Окуну в кадку с водой – и будет лед”.

Опять они посмеялись немного, после чего он посоветовал уже более строго: “Ну, ладно. Теперь уж спи,

а то восход солнца в степи проспишь!”. Но она возразила: “О нет! Не просплю. Отныне я ни одного восхода в

жизни не желаю просыпать”. Он передразнил ее: “Не желаю. Мало ли что. Благими желаниями ад вымощен,

сударыня”. Голос его звучал уже немного сонно, когда он произнес это. Она сказала: “Ох ты мой умник,

перевирающий чужие изречения”. Он оправдался тем же сонным голосом: “А я не об изречениях, а о желаниях.

Кого я вчера за ногу с постели тянул?”. Она тоже принялась оправдываться: “Ну, уж если речь зашла о

желаниях, то мои достаточно скромны и не идут за пределы осуществимого. Но есть тут поблизости один

мечтатель, хорошо мне известный, о котором этого не скажешь, ибо он задумал нечто совсем уж

фантастическое: ни много ни мало – создать электроагрегаты, способные растопить почву в зоне вечной

мерзлоты. И не мне ли пришлось тащить его за ногу из заоблачной выси, чтобы не дать ему оттуда шлепнуться

на землю самому?”.

Так она шептала, посмеиваясь над ним. Он пытался остановить ее, повторяя время от времени: “Ш-ш!

Спать, спать, я сказал”. Но теперь она уже не унималась, и голос ее звучал мягко и нежно: “Гений ты мой

глупенький. Теленочек ты мой! Никак он еще и сердится? Смотрите, он даже сердиться умеет. С какими только

идеями он не носился, каких планов не строил, ясноглазый мой! И он думал, что я его за эти всякие сказочные

проекты полюбила. А я его полюбила просто так, просто за то, что он мой Петруша, у которого так смешно

двигались мягкие, теплые губы, когда он хвастался своими проектами, и так глубокомысленно моргали голубые

наивные глазки.

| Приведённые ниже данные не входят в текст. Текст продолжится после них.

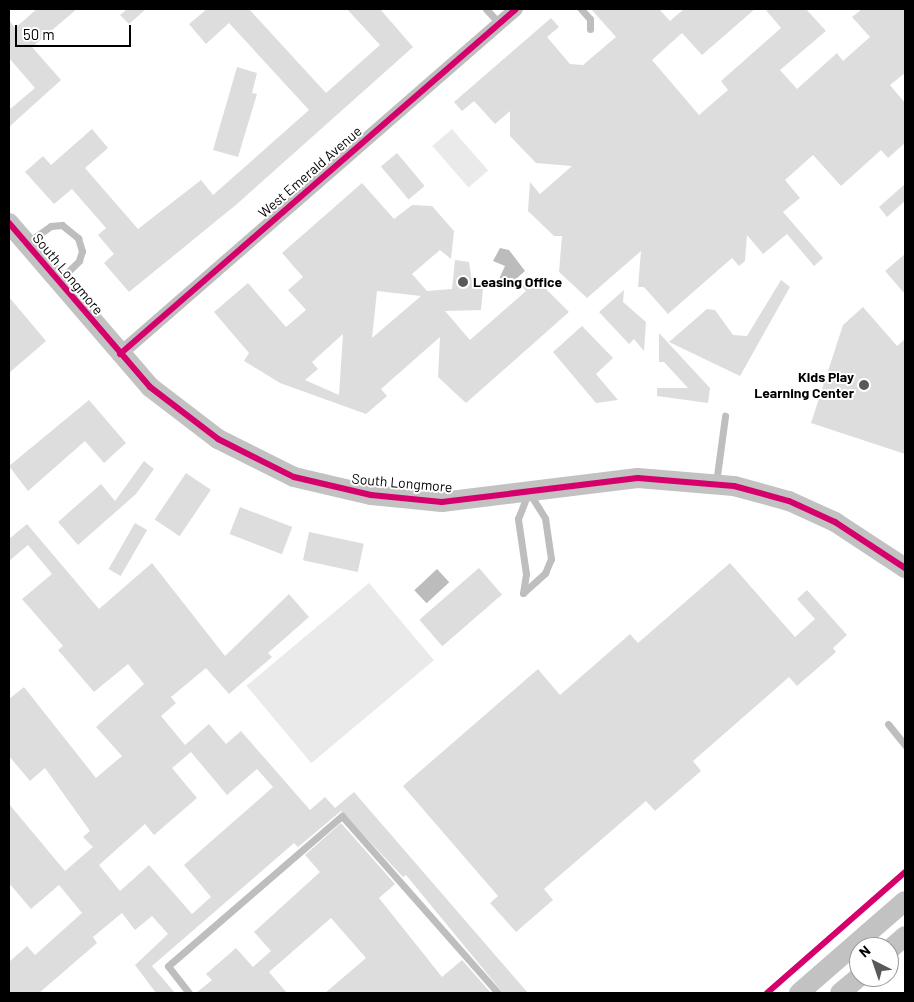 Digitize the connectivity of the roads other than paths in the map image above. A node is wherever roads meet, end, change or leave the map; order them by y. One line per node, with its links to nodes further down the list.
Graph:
1 (486, 9): 4 (lane)
2 (516, 9): 4 (street, West Emerald Avenue)
3 (581, 9): 5 (lane)
4 (499, 23): 9 (street, West Emerald Avenue)
5 (590, 29)
6 (9, 223): 7 (street, South Longmore)
7 (26, 243): 8 (street, South Longmore); 8 (lane)
8 (58, 281): 9 (street, South Longmore)
9 (120, 354): 12 (street, South Longmore)
10 (725, 416): 11 (lane)
11 (716, 484): 12 (street, South Longmore); 13 (street, South Longmore)
12 (529, 491): 12 (lane)
13 (905, 568)
14 (888, 724): 15 (lane)
15 (905, 745)
16 (905, 901): 17 (street)
17 (868, 937)
18 (849, 953): 22 (street)
19 (849, 965): 23 (street)
20 (189, 993): 21 (lane)
21 (498, 993)
22 (799, 993)
23 (816, 993)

Ох ты мой ерепеныш гениальный!”.

В голосе ее было столько ласки и нежности, что можно было заплакать. Никогда в жизни не слыхал я ни

от одной женщины таких ласковых слов и вряд ли услышу когда-нибудь. Вдобавок она еще, кажется, гладила

его по голове. По глупой голове. По бестолковой, тупой голове, не способной понять, какой бесценный дар на

нее изливается. Не проявляя ни радости, ни благодарности, он проворчал невнятно тем же сонным голосом: “А

ты не смейся. Я все равно не отступлю от этой идеи и года через два-три опять к ней вернусь. Кстати, к тому

времени у нас в стране и электроэнергии будет больше”. Она не пыталась с ним спорить и продолжала

ворковать с той же нежностью: “Ну, разумеется, вернешься. Непременно вернешься, упряменький ты мой. Кто

же в этом сомневается? Уж если мой Петруша что задумал, то уходите прочь с дороги! Нет равных ему в мире

по гениальности, когда он берется за создание новых волшебных механизмов! Ну, а пока что покопай степь

чужим аппаратиком! Покопай, моргалочка моя, покопай!”. И опять он вплел свое сонное ворчание в ее нежный

шепот: “Ну и что же. И покопаю. Но я и эту конструкцию усовершенствую, вот увидишь!”. И она подтвердила

это тем же ласковым тоном: “Да, да, мой родной! Обязательно! Разве ты можешь не усовершенствовать все, с

чем соприкасаешься, кудесничек ты мой бестолковенький”. Он добавил: “Ладно, смейся. А я уже два замечания

послал в конструкторское бюро и еще подготавливаю”. Она отозвалась: “Да, да, мой милый, знаю. Видали,

какой он у меня? Два замечания он послал! Шутка ли! Умолкните, завистники и недруги! Он уже послал два

замечания, мой титан мысли, и еще третье готовит. Это же целый переворот в технической науке! Это же он

послал два замечания в конструкторское бюро, а не кто-то другой. Ну и спи теперь. Послал – и спи”. Он

сказал: “Ничего. Нести иссохшей земле воду и жизнь – тоже дело полезное”. Она сказала: “Да, да, да. Вот ты и

спустился опять на землю, любимый мой. Ну и спи на ней спокойненько”.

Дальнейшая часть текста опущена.